Violator, 1990's album, pinnacle, statement for me, by a long shot. The big pop albums of the year were MC Hammer and Vanilla Ice, but right behind them was this. Wonderful, really, that the three big albums were so defiantly not rock. But whereas Hammer and Ice slotted into something in its own particular way, Depeche were finding themselves at a particular pinnacle where nobody else was. The early synth eighties were long lost and the participants were either blanded-out morons or future influences waiting to happen on further bands. Depeche offered up at once huge and utterly close and personal statements of romantic turmoil like "Sweetest Perfection," at once Gore's almost sing-songy confession and a massive pound and electronic tapestry, and not only did the world buy it, the world ran riot.
Literally. A signing session for Violator in LA turned into a full scale riot, there were just too many people there. Headlines on the local news, noteriety. Everyone who pretends they were always listening to NWA back then was actually probably here. Then a few months later they played Dodger Stadium over two separate nights, plus another local arena show. Somewhere over 100,000 people, Springsteen-like levels for a band which all the Springsteen-loving bastards in the rock crit establishment kept calling a synth-pop flash in the pan. Oh, how sweet it was to foist it back in their faces. Vengeance was ours. No bar-band anthems here. World-conquering anthems? Oh yes. Oh yes yes yes.
"Personal Jesus" was so compelling that when it started getting airplay the previous fall, I think KROQ melted down from all the requests. I know I sure did from all the listens. A stiff, bizarre breakbeat created from stomping on travel cabinets, a bluesy guitar line intentionally sequenced and looped, bass stabs just so, Gahan reverberating down with something that played up the ultra-messianic tendencies of any huge band as much as it elaborated boy-meets-girl into salvation. What turned out to be even more astounding was the way how on the album this was followed by "Halo," perhaps even more danceable on the one hand and even more commandingly orchestral, theatrical, world-destroying on the other, huge string arrangement playing around as Gahan crucified himself and the unspoken beloved on Gore's crown of lyrical thorns. Goth never got quite so perfectly, simply big.

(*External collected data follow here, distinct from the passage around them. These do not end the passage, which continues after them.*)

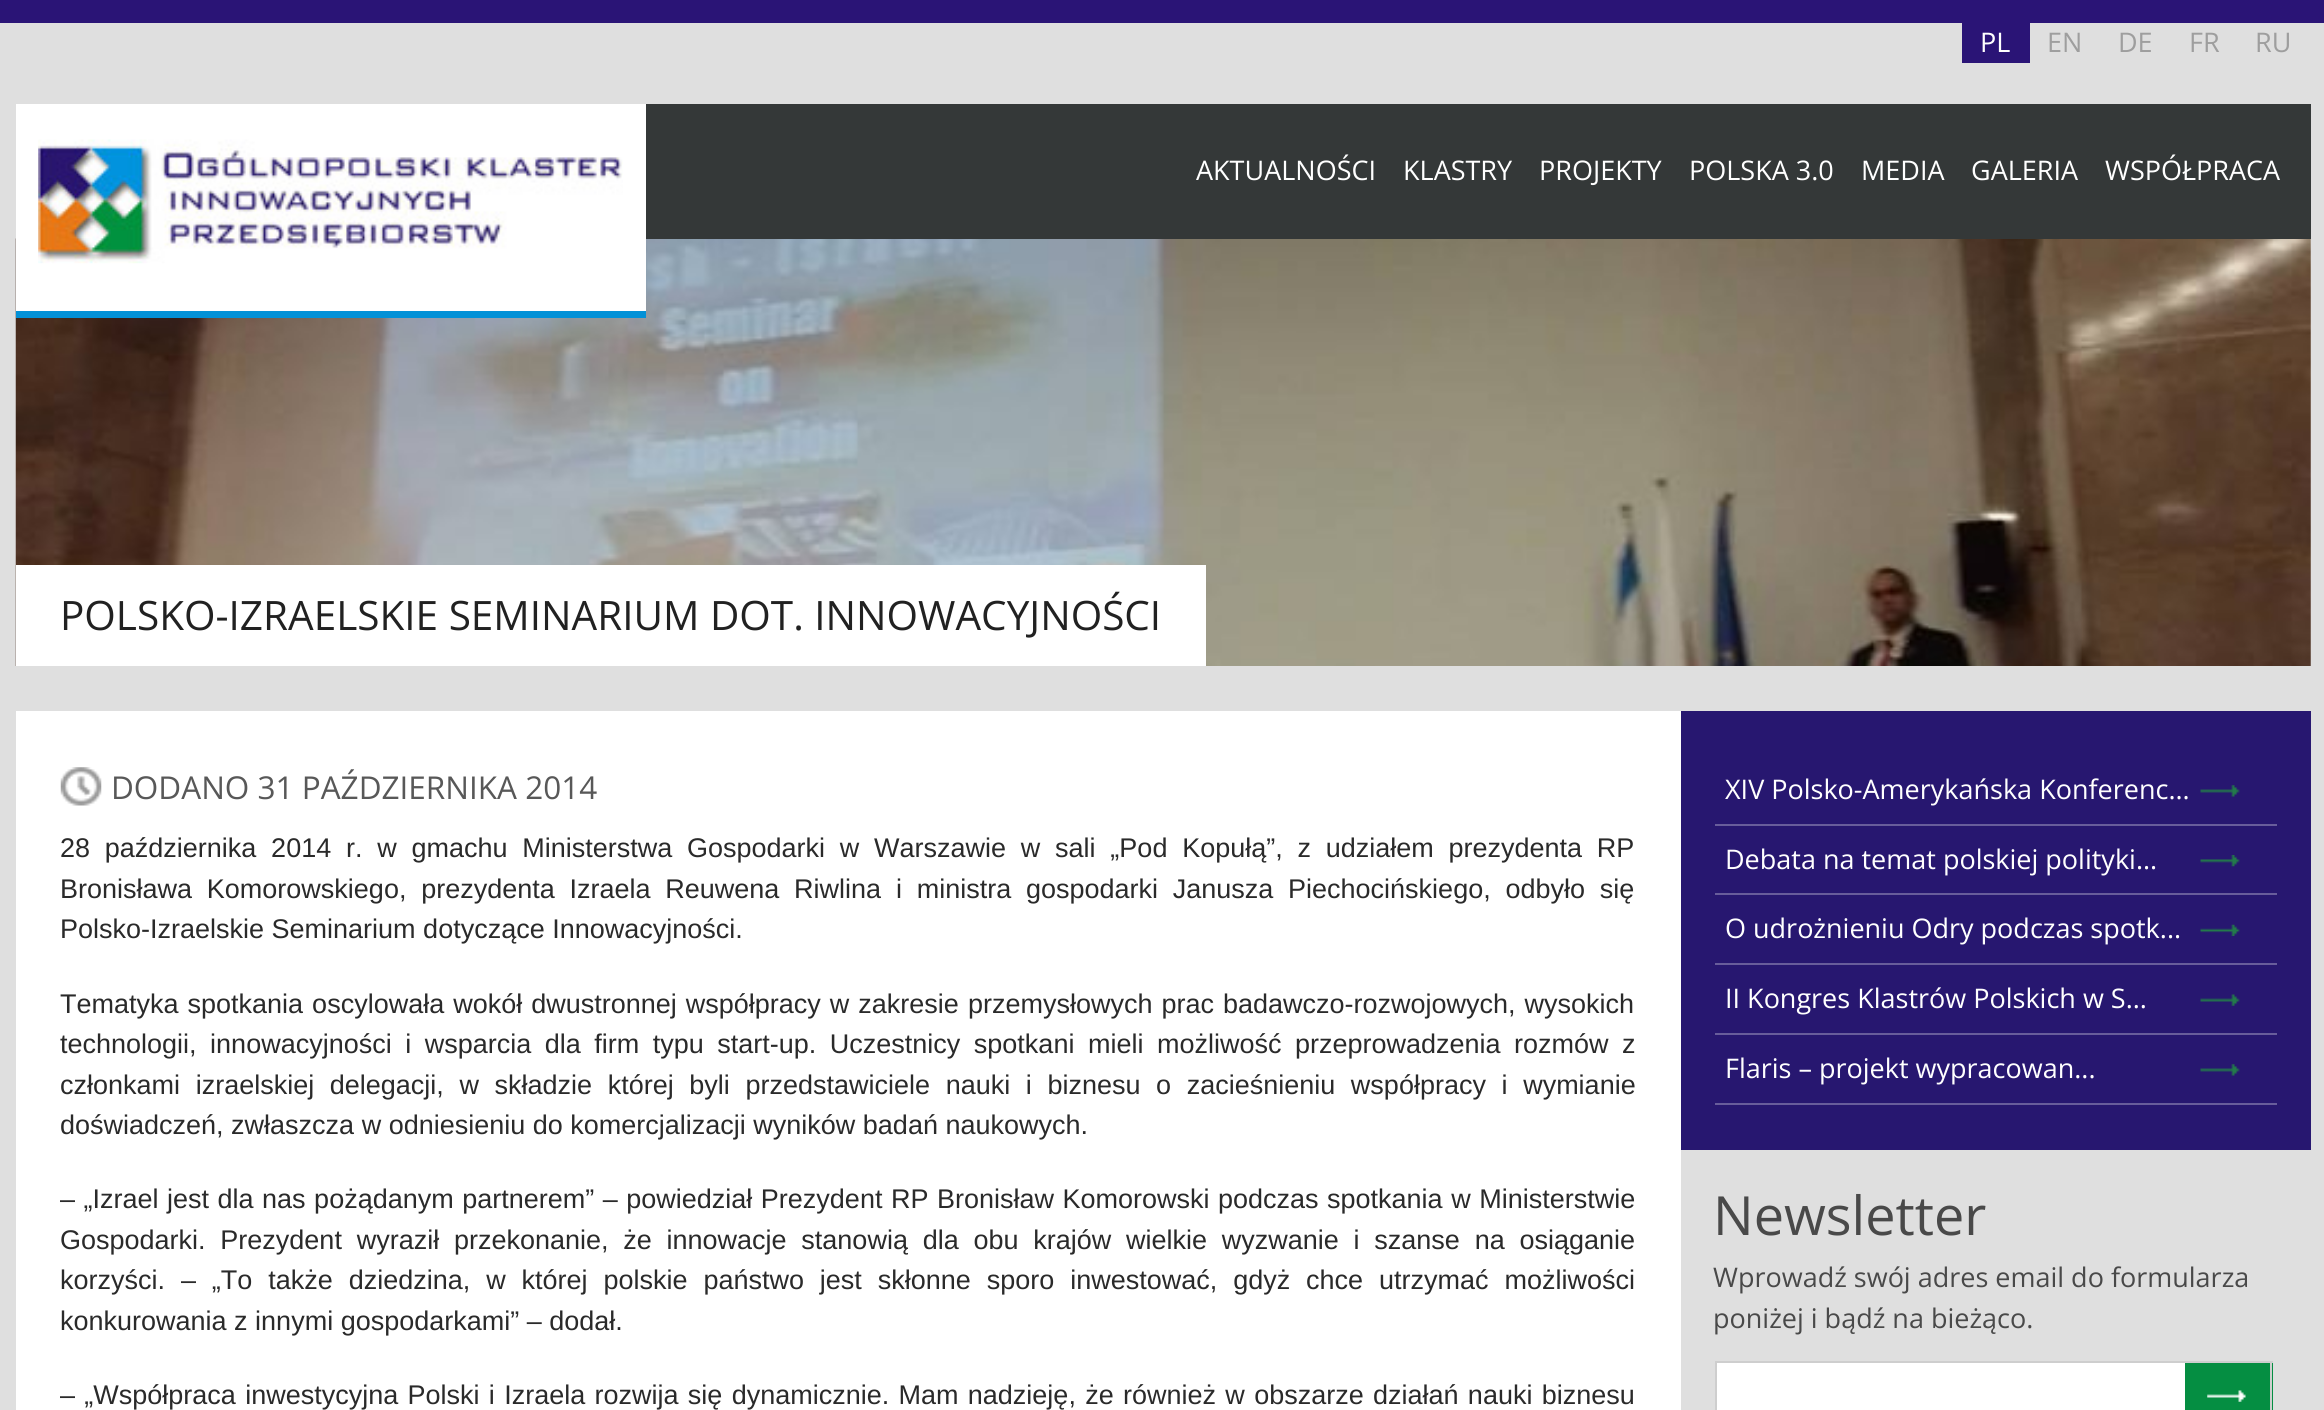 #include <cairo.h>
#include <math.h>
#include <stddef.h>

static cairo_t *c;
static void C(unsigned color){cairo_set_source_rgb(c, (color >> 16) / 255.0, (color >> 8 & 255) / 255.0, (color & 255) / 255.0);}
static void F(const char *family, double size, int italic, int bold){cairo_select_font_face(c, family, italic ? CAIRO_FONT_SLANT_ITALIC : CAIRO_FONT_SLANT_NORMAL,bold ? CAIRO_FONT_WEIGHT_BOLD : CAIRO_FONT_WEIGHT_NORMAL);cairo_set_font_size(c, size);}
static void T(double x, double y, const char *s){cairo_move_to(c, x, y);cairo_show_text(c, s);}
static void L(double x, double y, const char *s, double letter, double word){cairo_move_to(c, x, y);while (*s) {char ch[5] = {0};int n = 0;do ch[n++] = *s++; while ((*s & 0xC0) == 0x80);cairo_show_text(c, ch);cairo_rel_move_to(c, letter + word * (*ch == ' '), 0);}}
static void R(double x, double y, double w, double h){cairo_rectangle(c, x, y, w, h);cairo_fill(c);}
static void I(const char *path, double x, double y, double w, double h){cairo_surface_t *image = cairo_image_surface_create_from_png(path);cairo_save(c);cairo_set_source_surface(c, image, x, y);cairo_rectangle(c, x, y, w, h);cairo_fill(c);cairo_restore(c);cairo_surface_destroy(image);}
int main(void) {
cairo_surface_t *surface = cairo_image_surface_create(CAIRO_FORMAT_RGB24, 2324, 1410);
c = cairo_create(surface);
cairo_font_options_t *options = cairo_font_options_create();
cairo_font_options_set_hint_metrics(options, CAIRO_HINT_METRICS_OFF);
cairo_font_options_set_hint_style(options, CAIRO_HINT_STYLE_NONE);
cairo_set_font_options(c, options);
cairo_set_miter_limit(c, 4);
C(0xdfdfdf);
cairo_paint(c);
C(0x2a1476);
R(0,0,2324,23);
R(1962,23,68,40);
F("Open Sans",27,0,0);
C(0xffffff);
T(1980,52,"PL");
C(0x9e9e9e);
T(2047,52,"EN");
T(2118,52,"DE");
T(2189,52,"FR");
T(2255,52,"RU");
I("2.png",15,238,2296,428);
C(0xffffff);
R(16,104,630,207);
C(0x0391d7);
R(16,311,630,7);
I("1.png",38,139,585,125);
C(0x343838);
R(646,104,1665,135);
C(0xffffff);
T(1196,180,"AKTUALNOŚCI");
T(1403,180,"KLASTRY");
T(1539,180,"PROJEKTY");
T(1689,180,"POLSKA 3.0");
T(1861,180,"MEDIA");
T(1971,180,"GALERIA");
T(2105,180,"WSPÓŁPRACA");
R(16,565,1190,101);
F("Open Sans",40.5,0,0);
C(0x212121);
T(60,630,"POLSKO-IZRAELSKIE SEMINARIUM DOT. INNOWACYJNOŚCI");
C(0xffffff);
R(16,711,1665,699);
I("3.png",60,767,42,39);
F("Open Sans",31.5,0,0);
C(0x585858);
T(111,799,"DODANO 31 PAŹDZIERNIKA 2014");
F("Liberation Sans",27,0,0);
C(0x2a2a2a);
L(60,857,"28 października 2014 r. w gmachu Ministerstwa Gospodarki w Warszawie w sali „Pod Kopułą”, z udziałem prezydenta RP",0,7.25);
L(60,898,"Bronisława Komorowskiego, prezydenta Izraela Reuwena Riwlina i ministra gospodarki Janusza Piechocińskiego, odbyło się",0,7.25);
T(60,938,"Polsko-Izraelskie Seminarium dotyczące Innowacyjności.");
L(60,1013,"Tematyka spotkania oscylowała wokół dwustronnej współpracy w zakresie przemysłowych prac badawczo-rozwojowych, wysokich",0,1.5);
L(60,1053,"technologii, innowacyjności i wsparcia dla firm typu start-up. Uczestnicy spotkani mieli możliwość przeprowadzenia rozmów z",0,6);
L(60,1094,"członkami izraelskiej delegacji, w składzie której byli przedstawiciele nauki i biznesu o zacieśnieniu współpracy i wymianie",0,8.1);
T(60,1134,"doświadczeń, zwłaszcza w odniesieniu do komercjalizacji wyników badań naukowych.");
L(60,1208,"– „Izrael jest dla nas pożądanym partnerem” – powiedział Prezydent RP Bronisław Komorowski podczas spotkania w Ministerstwie",0,1);
L(60,1249,"Gospodarki. Prezydent wyraził przekonanie, że innowacje stanowią dla obu krajów wielkie wyzwanie i szanse na osiąganie",0,7.25);
L(60,1289,"korzyści. – „To także dziedzina, w której polskie państwo jest skłonne sporo inwestować, gdyż chce utrzymać możliwości",0,8.4);
T(60,1330,"konkurowania z innymi gospodarkami” – dodał.");
L(60,1404,"– „Współpraca inwestycyjna Polski i Izraela rozwija się dynamicznie. Mam nadzieję, że również w obszarze działań nauki biznesu",0,1.8);
C(0x271770);
R(1681,711,630,439);
I("4.png",2200,785,40,12);
C(0x685d9b);
R(1715,824,562,2);
F("Open Sans",27,0,0);
C(0xffffff);
T(1725,799,"XIV Polsko-Amerykańska Konferenc...");
I("5.png",2200,855,40,12);
C(0x685d9b);
R(1715,893,562,2);
C(0xffffff);
T(1725,869,"Debata na temat polskiej polityki...");
I("6.png",2200,924,40,12);
C(0x685d9b);
R(1715,963,562,2);
C(0xffffff);
T(1725,938,"O udrożnieniu Odry podczas spotk...");
I("7.png",2200,994,40,12);
C(0x685d9b);
R(1715,1033,562,2);
C(0xffffff);
T(1725,1008,"II Kongres Klastrów Polskich w S...");
I("4.png",2200,1064,40,12);
C(0x685d9b);
R(1715,1103,562,2);
C(0xffffff);
T(1725,1078,"Flaris – projekt wypracowan...");
F("Open Sans",54,0,0);
C(0x494949);
T(1713,1235,"Newsletter");
F("Open Sans",27,0,0);
T(1713,1287,"Wprowadź swój adres email do formularza");
T(1713,1328,"poniżej i bądź na bieżąco.");
C(0xffffff);
R(1717,1363,468,47);
C(0xcecece);
R(1715,1361,558,2);
R(1715,1361,2,49);
C(0x058e42);
R(2185,1363,88,47);
I("8.png",2207,1390,39,12);
C(0xcecece);
R(2270,1361,2,49);
cairo_surface_write_to_png(surface, "o.png");
cairo_font_options_destroy(options);
cairo_destroy(c);
cairo_surface_destroy(surface);
return 0;
}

"Waiting For the Night" rides in on gentle keyboard tones, the slightest of shadings, an odd little centerpiece for the album, a pretty sparkle in the middle, strange rumblings beneath, pure dark beauty that shines. Then "Enjoy the Silence" starts. Need I say more? On a whole album of turning romantic feelings into one apocalypse after another, something that outdoes Armageddon at its own game. Gore originally wrote it as a simple ballad, then Wilder and Flood said, "Wait, what if…?" See, this is why Alan Wilder is the unheralded arranger of his time. I doubt anybody else could even have come slightly close to what he did with this.
"Policy of Truth" revisits a slow Motown beat just enough in ways that apparently all the purists never thought of (and still don't, if the Make-Up are any indication…garg), and the way that the guitar added at the end just turns into its own epochal roar without trying is all the more part of the fun. "Blue Dress" lets Gore indulge in some fetishes, but then "Clean" wraps it all up on the most dour note imaginable, everything stretched to various breaking points, Gahan brooding over a creeping pulse, percussion noises firing off as need be, distorted synths playing up against crackly spoken word bits, perhaps their blackest of black celebrations.
A key moment? How about the untitled piece after "Enjoy" where synth and strange guitar noises combine in odd, alien ways, and then a distorted voice says halfway through, "Crucified." Depeche set out to create the most invigorating declaration of personal obsession ever and did it in their own way. Simply, wonderfully, purely astounding.